§ Input data

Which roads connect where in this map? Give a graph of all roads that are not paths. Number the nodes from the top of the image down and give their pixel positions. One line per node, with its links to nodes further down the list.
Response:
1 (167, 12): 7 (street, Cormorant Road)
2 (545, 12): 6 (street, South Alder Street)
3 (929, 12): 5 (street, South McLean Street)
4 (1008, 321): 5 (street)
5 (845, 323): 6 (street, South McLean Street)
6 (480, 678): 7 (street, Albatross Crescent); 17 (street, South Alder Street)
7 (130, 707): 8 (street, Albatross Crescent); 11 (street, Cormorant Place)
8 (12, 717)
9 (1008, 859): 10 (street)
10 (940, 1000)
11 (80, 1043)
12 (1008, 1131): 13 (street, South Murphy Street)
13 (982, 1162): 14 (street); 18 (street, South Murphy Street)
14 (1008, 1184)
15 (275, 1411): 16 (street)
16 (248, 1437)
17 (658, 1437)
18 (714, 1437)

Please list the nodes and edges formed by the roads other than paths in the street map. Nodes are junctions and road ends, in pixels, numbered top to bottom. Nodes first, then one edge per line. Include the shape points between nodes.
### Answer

--

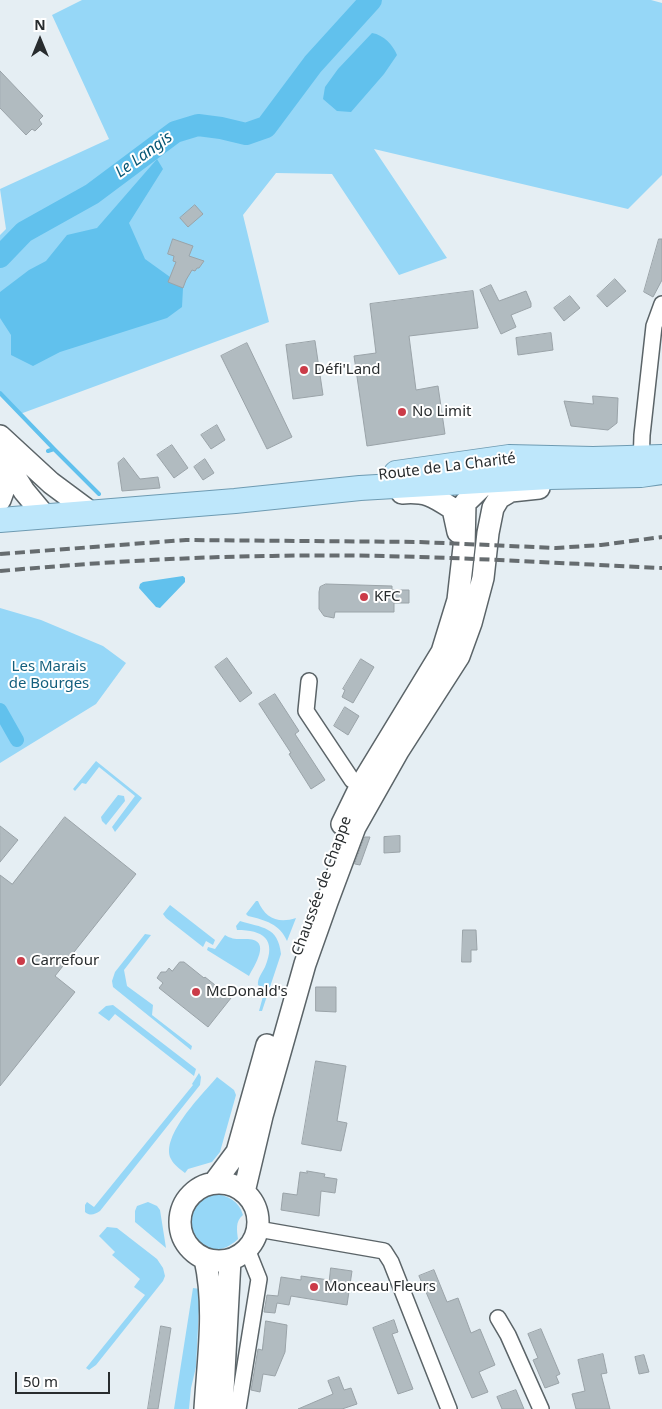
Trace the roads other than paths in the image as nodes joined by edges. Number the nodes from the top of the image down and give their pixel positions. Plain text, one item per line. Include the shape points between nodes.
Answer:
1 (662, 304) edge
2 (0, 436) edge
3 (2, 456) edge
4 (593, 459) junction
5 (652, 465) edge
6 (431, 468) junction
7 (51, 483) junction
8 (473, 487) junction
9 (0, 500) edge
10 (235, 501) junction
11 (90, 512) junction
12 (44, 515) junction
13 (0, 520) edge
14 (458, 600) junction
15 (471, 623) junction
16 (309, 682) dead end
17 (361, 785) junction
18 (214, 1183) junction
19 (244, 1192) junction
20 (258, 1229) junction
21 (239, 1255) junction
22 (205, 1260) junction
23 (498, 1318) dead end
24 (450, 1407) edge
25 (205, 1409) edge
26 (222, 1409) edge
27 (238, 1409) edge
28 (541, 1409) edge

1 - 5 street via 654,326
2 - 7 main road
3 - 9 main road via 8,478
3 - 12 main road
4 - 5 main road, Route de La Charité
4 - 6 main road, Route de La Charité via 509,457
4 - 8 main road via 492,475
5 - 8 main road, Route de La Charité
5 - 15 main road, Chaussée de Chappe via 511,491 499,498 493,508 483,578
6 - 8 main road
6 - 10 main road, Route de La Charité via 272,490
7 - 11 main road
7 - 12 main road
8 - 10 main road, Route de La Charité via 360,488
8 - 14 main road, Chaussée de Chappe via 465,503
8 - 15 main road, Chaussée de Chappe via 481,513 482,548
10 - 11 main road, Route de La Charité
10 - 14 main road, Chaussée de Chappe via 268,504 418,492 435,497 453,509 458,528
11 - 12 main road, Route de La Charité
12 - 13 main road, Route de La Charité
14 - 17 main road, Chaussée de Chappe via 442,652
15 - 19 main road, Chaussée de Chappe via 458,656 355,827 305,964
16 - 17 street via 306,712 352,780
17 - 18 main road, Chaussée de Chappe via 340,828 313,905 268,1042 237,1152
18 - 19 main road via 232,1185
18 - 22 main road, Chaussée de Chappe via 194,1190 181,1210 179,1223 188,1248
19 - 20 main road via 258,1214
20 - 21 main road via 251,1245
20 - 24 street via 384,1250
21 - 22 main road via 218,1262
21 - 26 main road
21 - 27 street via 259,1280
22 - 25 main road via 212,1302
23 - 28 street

§ Work required
The answer must be every line of the data that contains the word "paths".

§ Problem solution
Which roads connect where in this map? Give a graph of all roads that are not paths. Number the nodes from the top of the image down and give their pixel positions. One line per node, with its links to nodes further down the list.
Please list the nodes and edges formed by the roads other than paths in the street map. Nodes are junctions and road ends, in pixels, numbered top to bottom. Nodes first, then one edge per line. Include the shape points between nodes.
Trace the roads other than paths in the image as nodes joined by edges. Number the nodes from the top of the image down and give their pixel positions. Plain text, one item per line. Include the shape points between nodes.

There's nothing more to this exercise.